Poly(ADP-ribose) glycohydrolase (Parg) is the main enzyme of poly(ADP-ribose) degradation. To understand its structure-and-function relationship, we purified Parg from rat testis 9,740-fold using an improved affinity column; the purified product was a 60 kDa protein. Based on the determined sequences of three peptide fragments, degenerated primers were synthesized and a Parg cDNA comprising 3,974 nucleotides, encoding a 109 kDa protein, was isolated. The 60 kDa Parg purified from rat testes corresponded to the C-terminal half of the 109 kDa deduced peptide. When recombinant rat Parg was expressed as a glutathione S-transferase fusion protein in Escherichia coli, Parg activity was observed for the full-length and C-terminal half proteins but not in for the N-terminal half protein.
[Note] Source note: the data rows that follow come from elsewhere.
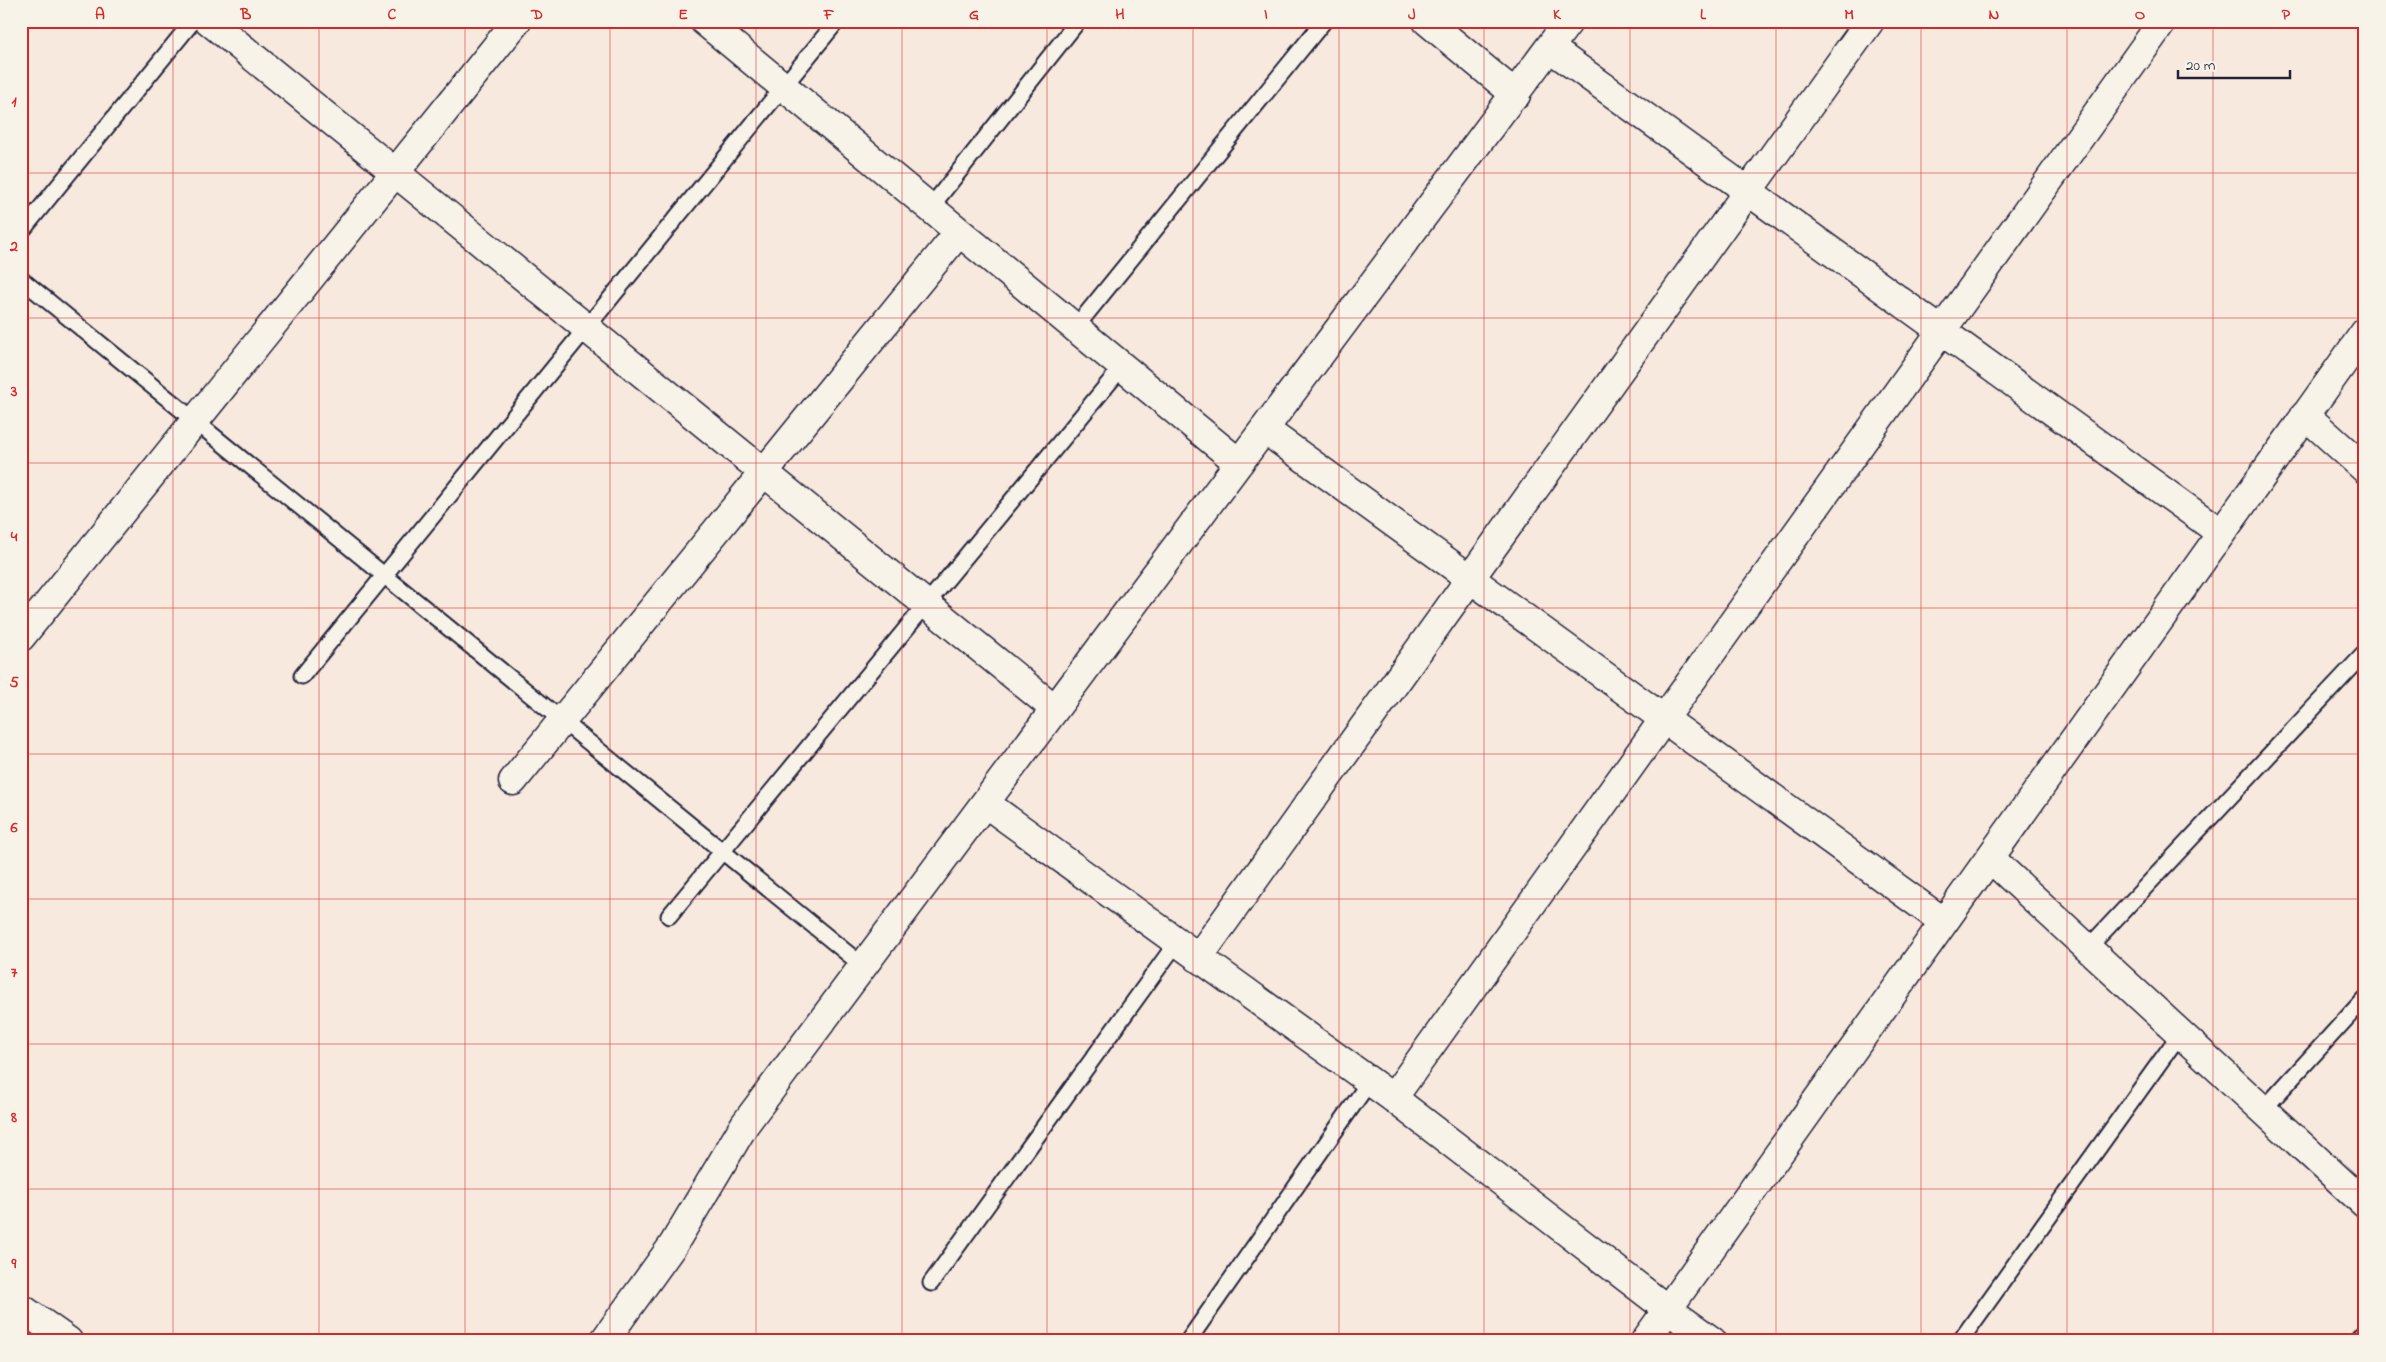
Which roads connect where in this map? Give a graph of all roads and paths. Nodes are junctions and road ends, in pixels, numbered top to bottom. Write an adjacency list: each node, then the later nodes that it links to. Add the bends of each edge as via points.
1 (193, 21): 18 (lane)
2 (208, 21): 15 (street)
3 (517, 21): 15 (street)
4 (704, 21): 13 (street)
5 (836, 21): 13 (lane)
6 (1078, 21): 17 (lane)
7 (1324, 21): 22 (lane)
8 (1427, 21): 14 (street)
9 (1569, 21): 12 (street)
10 (1870, 21): 16 (street)
11 (2163, 21): 23 (street)
12 (1550, 48): 14 (street); 16 (street)
13 (783, 87): 17 (street); 21 (lane)
14 (1516, 95): 28 (street)
15 (396, 172): 21 (street); 27 (street)
16 (1747, 191): 23 (street); 34 (street)
17 (930, 208): 19 (street)
18 (21, 232)
19 (959, 232): 22 (street); 31 (street)
20 (21, 279): 27 (lane)
21 (587, 328): 31 (street); 33 (lane)
22 (1075, 328): 25 (street)
23 (1941, 330): 32 (street); 40 (street)
24 (2365, 332): 26 (street)
25 (1122, 367): 29 (street); 35 (lane)
26 (2305, 415): 30 (street); 32 (street)
27 (196, 420): 33 (lane); 36 (street)
28 (1264, 429): 29 (street); 34 (street)
29 (1239, 463): 39 (street)
30 (2365, 469)
31 (764, 472): 35 (street); 41 (street)
32 (2221, 533): 45 (street)
33 (385, 575): 38 (lane); 41 (lane)
34 (1470, 579): 40 (street); 49 (street)
35 (927, 604): 39 (street); 44 (lane)
36 (21, 637)
37 (2365, 653): 48 (lane)
38 (302, 676)
39 (1056, 709): 43 (street)
40 (1664, 719): 47 (street); 54 (street)
41 (562, 720): 42 (street); 44 (lane)
42 (513, 781)
43 (985, 803): 49 (street); 50 (street)
44 (723, 851): 46 (lane); 50 (lane)
45 (1990, 858): 47 (street); 48 (street)
46 (669, 916)
47 (1944, 922): 59 (street)
48 (2088, 948): 52 (street)
49 (1188, 950): 53 (street); 57 (lane)
50 (863, 966): 62 (street, via 745,1124 673,1245)
51 (2365, 998): 55 (lane)
52 (2180, 1034): 55 (street); 66 (lane)
53 (1370, 1082): 54 (street); 63 (lane)
54 (1393, 1098): 59 (street)
55 (2262, 1110): 56 (street)
56 (2365, 1204)
57 (930, 1283)
58 (21, 1308): 61 (street)
59 (1667, 1309): 64 (street); 65 (street)
60 (2365, 1332): 67 (lane)
61 (68, 1341)
62 (604, 1341)
63 (1188, 1341)
64 (1645, 1341)
65 (1712, 1341)
66 (1960, 1341)
67 (2357, 1341)

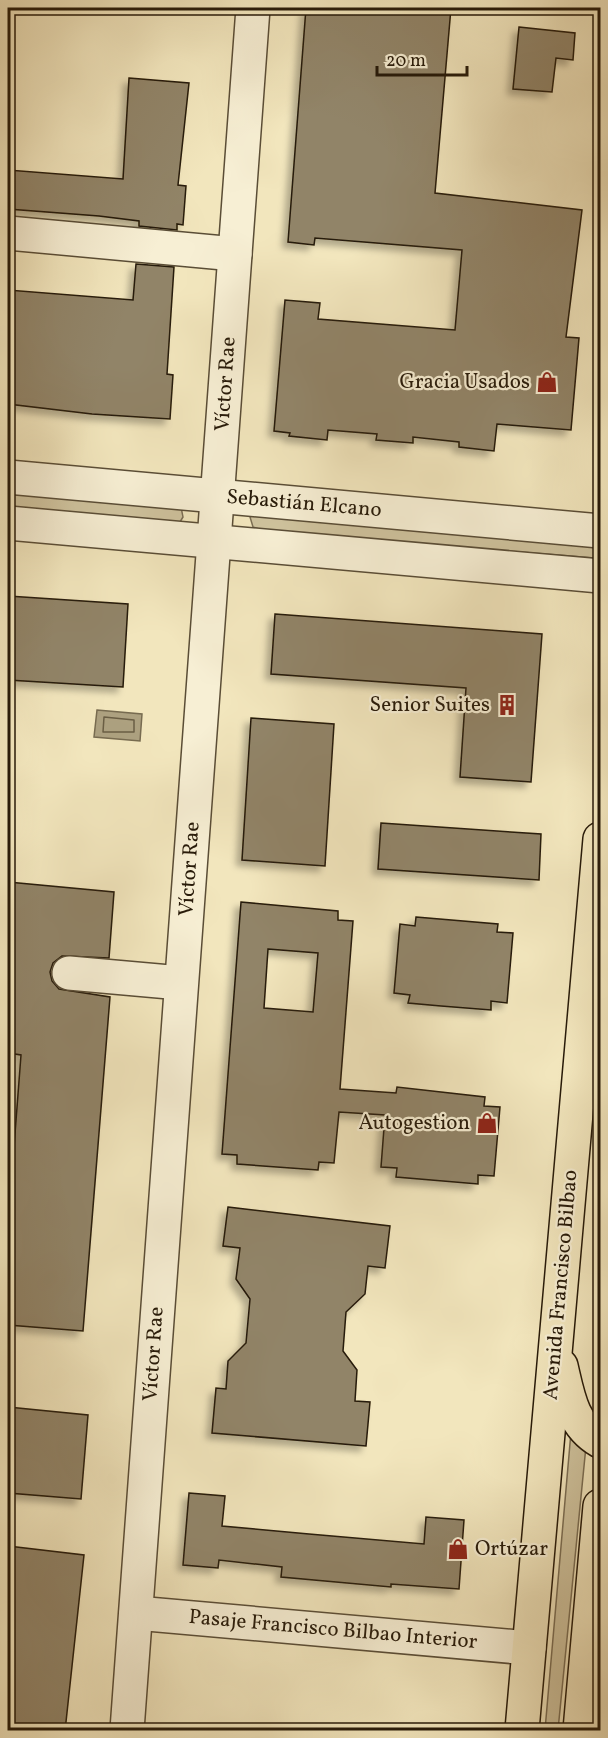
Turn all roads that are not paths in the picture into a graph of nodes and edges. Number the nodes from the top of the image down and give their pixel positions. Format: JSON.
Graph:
{"nodes":[{"id":1,"x":253,"y":8,"type":"edge"},
{"id":2,"x":18,"y":234,"type":"edge"},
{"id":3,"x":235,"y":254,"type":"junction"},
{"id":4,"x":8,"y":477,"type":"edge"},
{"id":5,"x":218,"y":496,"type":"junction"},
{"id":6,"x":8,"y":523,"type":"edge"},
{"id":7,"x":600,"y":531,"type":"edge"},
{"id":8,"x":214,"y":542,"type":"junction"},
{"id":9,"x":600,"y":576,"type":"edge"},
{"id":10,"x":600,"y":839,"type":"edge"},
{"id":11,"x":69,"y":973,"type":"dead end"},
{"id":12,"x":181,"y":983,"type":"junction"},
{"id":13,"x":556,"y":1344,"type":"junction"},
{"id":14,"x":600,"y":1441,"type":"edge"},
{"id":15,"x":600,"y":1506,"type":"edge"},
{"id":16,"x":136,"y":1613,"type":"junction"},
{"id":17,"x":529,"y":1648,"type":"junction"},
{"id":18,"x":127,"y":1731,"type":"edge"},
{"id":19,"x":522,"y":1731,"type":"edge"},
{"id":20,"x":580,"y":1731,"type":"edge"}],
"edges":[{"from":1,"to":3,"type":"street","name":"Víctor Rae"},
{"from":2,"to":3,"type":"street"},
{"from":3,"to":5,"type":"street","name":"Víctor Rae"},
{"from":4,"to":5,"type":"street","name":"Sebastián Elcano"},
{"from":5,"to":7,"type":"street","name":"Sebastián Elcano"},
{"from":5,"to":8,"type":"street","name":"Víctor Rae"},
{"from":6,"to":8,"type":"street"},
{"from":8,"to":9,"type":"street"},
{"from":8,"to":12,"type":"street","name":"Víctor Rae"},
{"from":10,"to":13,"type":"main road","name":"Avenida Francisco Bilbao"},
{"from":11,"to":12,"type":"street"},
{"from":12,"to":16,"type":"street","name":"Víctor Rae"},
{"from":13,"to":14,"type":"main road"},
{"from":13,"to":17,"type":"main road","name":"Avenida Francisco Bilbao"},
{"from":15,"to":20,"type":"main road"},
{"from":16,"to":17,"type":"street","name":"Pasaje Francisco Bilbao Interior"},
{"from":16,"to":18,"type":"street","name":"Víctor Rae"},
{"from":17,"to":19,"type":"main road","name":"Avenida Francisco Bilbao"}]}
Taken together, these data indicate that the catalytic domain of Parg is located in the C-terminal half. Further, we newly identified the presence of a potential nuclear export signal in the N-terminal half in addition to the previously reported nuclear localization signals in rat and other mammalian Pargs. Northern blot analysis showed the ubiquitous expression of a single 4.0 kb Parg mRNA in various rat tissues. The findings suggest that the 60 kDa Parg is produced by post-transcriptional processing.